Does your paranoia needs comforting as well?

I was observing Kaczyński, his bulging eyes, shining with unhealthy excitement and creepy smile during the discussion about the Constitutional Tribunal

She (inPolska) does have a point! :D

I doubt that there are many people out there who can accurately find and recognize an original trait of a nation basing it solely on a personal experience. It is possible if you have a team, money and time to do proper research.

Everyone please focus on the topic only, otherwise this thread will be closed.
privateer 1 | 9
27 Nov 2015  #236
I came here when I was 2. I don't think I have an accent. We have strong pride, but if it's something that doesn't need to be handled we will let it unfold onto yourself. For instance I'll fight side by side with my friends, but I won't lay a finger if it's for a dumb cause.
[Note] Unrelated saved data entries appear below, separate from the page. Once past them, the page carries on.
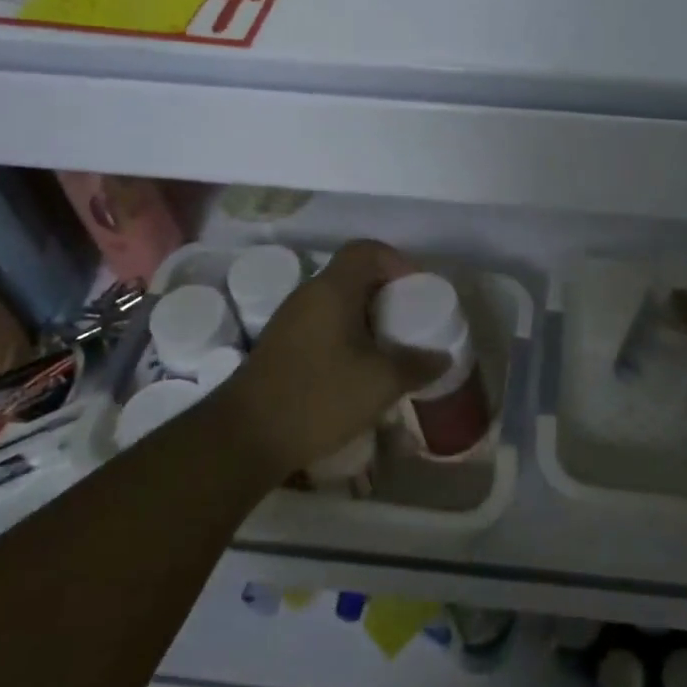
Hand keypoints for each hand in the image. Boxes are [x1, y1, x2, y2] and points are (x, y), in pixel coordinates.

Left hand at [221, 239, 446, 479]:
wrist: (245, 436)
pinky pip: (322, 324)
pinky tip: (358, 369)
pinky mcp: (281, 346)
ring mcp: (289, 320)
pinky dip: (346, 335)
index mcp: (332, 289)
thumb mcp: (379, 383)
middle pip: (353, 275)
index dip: (397, 261)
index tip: (417, 290)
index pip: (366, 250)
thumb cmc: (318, 397)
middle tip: (409, 320)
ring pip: (337, 302)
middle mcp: (308, 295)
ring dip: (366, 317)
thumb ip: (415, 365)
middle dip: (386, 292)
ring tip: (389, 346)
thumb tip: (441, 357)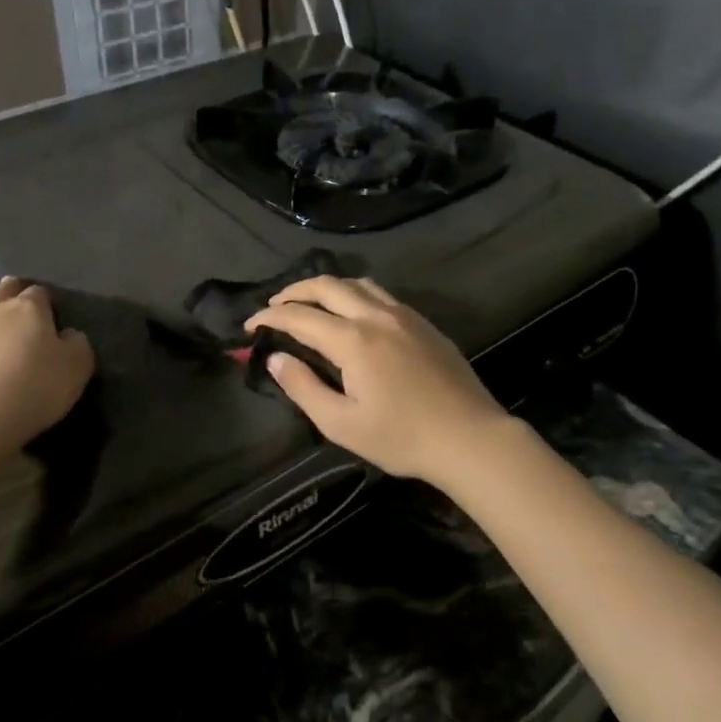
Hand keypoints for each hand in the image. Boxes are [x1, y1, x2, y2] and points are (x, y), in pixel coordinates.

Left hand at [0, 278, 93, 460]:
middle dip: (13, 294)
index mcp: (28, 308)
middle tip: (22, 308)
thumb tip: (68, 335)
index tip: (53, 315)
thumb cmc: (32, 388)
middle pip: (3, 291)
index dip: (47, 301)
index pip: (39, 292)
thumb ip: (77, 344)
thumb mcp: (77, 368)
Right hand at [244, 276, 509, 484]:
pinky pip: (381, 294)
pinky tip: (353, 312)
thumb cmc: (401, 437)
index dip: (270, 317)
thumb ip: (303, 388)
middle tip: (274, 305)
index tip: (250, 325)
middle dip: (295, 291)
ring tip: (310, 302)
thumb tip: (275, 359)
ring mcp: (404, 316)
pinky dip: (354, 293)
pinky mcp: (423, 323)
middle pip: (328, 286)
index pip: (300, 317)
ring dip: (327, 287)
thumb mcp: (341, 424)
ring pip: (357, 283)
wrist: (470, 437)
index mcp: (353, 340)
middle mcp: (376, 316)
We don't call the cops on any family matter.
My sisters husband is American - he called the cops on my cousin and we threw him out of our house. Family means deeper to us than what is logical.
Polonius3 1,000 | 12,467
27 Nov 2015  #237
Konieć

The letter "c" in "koniec" is not palatalised. Back to school!
TheOther 5 | 3,749
27 Nov 2015  #239
We don't call the cops on any family matter.

Just like gangbangers and the mafia, right?
delphiandomine 85 | 17,823
28 Nov 2015  #240
We don't call the cops on any family matter.

Which is about as dumb as it gets. Family is meaningless if the person is a law-breaking prick.

Fortunately, in Poland, it's changing - people aren't afraid to call the police, especially for things such as drink driving.